7 Proven Ways to Cut AWS Data Pipeline Costs Without Losing Performance
AWS data pipeline costs have a way of growing quietly. A Glue job that runs in 10 minutes on day one grows to 45 minutes six months later as the dataset doubles. An Athena query that scanned 2 GB in January scans 80 GB in August because nobody partitioned the table correctly. An EMR cluster provisioned for peak load runs at 15% utilisation for 20 hours a day because the auto-scaling policy was never tuned. By the time the cloud bill lands on a CTO’s desk, the engineering team is debugging production incidents and cost review falls to the bottom of the backlog.
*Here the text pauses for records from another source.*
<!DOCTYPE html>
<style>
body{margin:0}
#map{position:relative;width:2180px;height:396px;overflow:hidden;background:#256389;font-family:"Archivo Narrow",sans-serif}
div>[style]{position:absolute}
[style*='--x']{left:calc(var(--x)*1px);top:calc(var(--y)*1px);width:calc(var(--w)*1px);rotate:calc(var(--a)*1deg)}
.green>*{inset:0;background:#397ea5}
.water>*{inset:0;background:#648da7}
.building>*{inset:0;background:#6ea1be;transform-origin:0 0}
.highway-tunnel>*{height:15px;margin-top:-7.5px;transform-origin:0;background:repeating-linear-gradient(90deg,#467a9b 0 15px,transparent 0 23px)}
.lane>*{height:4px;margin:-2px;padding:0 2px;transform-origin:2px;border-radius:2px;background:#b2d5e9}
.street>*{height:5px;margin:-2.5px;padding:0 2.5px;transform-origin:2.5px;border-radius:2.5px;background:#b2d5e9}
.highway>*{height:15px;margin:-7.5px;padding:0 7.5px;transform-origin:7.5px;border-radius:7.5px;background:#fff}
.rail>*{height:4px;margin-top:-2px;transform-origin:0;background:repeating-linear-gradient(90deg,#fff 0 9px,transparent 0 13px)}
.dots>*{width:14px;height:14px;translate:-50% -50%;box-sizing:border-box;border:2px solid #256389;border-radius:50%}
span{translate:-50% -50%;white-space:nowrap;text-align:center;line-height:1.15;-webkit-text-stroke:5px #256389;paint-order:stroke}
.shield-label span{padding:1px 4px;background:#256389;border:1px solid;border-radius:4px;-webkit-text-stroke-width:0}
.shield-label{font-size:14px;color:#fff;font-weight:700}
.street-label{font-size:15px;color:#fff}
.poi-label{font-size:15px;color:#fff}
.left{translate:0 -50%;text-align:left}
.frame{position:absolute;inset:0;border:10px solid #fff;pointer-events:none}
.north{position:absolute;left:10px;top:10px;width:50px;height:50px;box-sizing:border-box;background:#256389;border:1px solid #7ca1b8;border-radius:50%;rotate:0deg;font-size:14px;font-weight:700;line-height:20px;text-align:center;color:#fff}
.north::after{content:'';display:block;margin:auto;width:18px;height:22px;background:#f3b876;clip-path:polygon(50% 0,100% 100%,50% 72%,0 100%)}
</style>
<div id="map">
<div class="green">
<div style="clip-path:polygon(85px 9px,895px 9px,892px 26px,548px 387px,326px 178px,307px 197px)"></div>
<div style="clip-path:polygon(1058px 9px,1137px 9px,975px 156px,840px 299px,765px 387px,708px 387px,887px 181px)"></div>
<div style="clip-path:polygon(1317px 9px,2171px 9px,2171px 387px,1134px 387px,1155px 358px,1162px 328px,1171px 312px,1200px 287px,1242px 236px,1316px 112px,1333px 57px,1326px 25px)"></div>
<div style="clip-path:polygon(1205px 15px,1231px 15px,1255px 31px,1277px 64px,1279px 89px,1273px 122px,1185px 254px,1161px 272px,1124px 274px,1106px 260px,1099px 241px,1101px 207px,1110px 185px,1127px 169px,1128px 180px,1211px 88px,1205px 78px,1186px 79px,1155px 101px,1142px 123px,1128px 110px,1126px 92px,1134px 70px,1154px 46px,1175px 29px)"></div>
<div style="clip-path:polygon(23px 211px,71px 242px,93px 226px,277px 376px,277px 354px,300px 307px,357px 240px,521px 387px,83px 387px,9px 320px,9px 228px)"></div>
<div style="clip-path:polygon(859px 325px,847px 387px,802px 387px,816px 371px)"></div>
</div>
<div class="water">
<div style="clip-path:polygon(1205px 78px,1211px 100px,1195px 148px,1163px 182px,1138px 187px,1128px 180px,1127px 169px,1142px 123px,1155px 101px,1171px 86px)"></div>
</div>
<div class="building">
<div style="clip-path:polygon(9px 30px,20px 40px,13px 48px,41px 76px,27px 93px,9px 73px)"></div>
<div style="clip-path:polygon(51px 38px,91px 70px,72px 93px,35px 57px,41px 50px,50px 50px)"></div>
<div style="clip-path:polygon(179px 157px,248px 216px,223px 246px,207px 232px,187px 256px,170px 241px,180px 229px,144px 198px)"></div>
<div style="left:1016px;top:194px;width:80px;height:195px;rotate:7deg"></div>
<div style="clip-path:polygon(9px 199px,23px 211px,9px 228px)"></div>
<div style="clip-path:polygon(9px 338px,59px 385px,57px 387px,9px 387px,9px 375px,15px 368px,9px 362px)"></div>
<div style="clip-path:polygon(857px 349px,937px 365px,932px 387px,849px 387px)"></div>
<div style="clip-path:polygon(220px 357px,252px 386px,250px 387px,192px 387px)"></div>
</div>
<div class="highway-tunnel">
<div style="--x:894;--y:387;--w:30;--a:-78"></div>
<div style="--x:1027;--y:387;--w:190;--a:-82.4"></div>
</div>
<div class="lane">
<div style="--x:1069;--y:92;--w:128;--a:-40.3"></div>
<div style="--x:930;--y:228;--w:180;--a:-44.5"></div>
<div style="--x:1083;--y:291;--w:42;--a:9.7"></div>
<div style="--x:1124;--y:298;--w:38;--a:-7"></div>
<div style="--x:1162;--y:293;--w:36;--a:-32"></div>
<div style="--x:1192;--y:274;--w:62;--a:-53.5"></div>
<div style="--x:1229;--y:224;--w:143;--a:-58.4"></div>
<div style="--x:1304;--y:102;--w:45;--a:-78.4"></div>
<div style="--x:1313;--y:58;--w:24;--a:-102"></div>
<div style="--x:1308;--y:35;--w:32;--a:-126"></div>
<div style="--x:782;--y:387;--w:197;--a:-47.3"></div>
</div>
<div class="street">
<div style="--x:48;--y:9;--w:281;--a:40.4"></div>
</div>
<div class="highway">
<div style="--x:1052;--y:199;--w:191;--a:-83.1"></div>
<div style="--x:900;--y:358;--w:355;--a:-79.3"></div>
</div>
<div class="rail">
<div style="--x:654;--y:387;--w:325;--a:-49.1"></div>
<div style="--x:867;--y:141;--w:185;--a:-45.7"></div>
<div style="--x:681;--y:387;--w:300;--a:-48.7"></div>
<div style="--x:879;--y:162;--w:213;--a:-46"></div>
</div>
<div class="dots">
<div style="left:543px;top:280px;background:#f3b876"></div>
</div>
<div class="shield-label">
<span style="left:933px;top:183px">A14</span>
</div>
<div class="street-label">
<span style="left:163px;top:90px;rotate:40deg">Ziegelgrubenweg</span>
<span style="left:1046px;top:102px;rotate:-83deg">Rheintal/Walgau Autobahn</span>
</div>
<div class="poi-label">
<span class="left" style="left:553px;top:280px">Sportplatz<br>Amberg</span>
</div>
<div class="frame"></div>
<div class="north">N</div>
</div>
This post covers seven practical, proven optimisation strategies that Infra IT Consulting has implemented across real AWS data platforms. Each strategy includes specific numbers, trade-offs, and implementation guidance — not generic advice.
1. Fix Your S3 Data Layout and Partitioning Before Everything Else
Inefficient S3 partitioning is the single most common source of unnecessary cost on AWS data platforms. When Athena or Redshift Spectrum scans data, you pay per terabyte scanned. A query that scans your entire 10 TB events table because there’s no partition pruning costs roughly $50 per execution at standard Athena pricing. The same query on a properly partitioned table might scan 50 GB and cost $0.25.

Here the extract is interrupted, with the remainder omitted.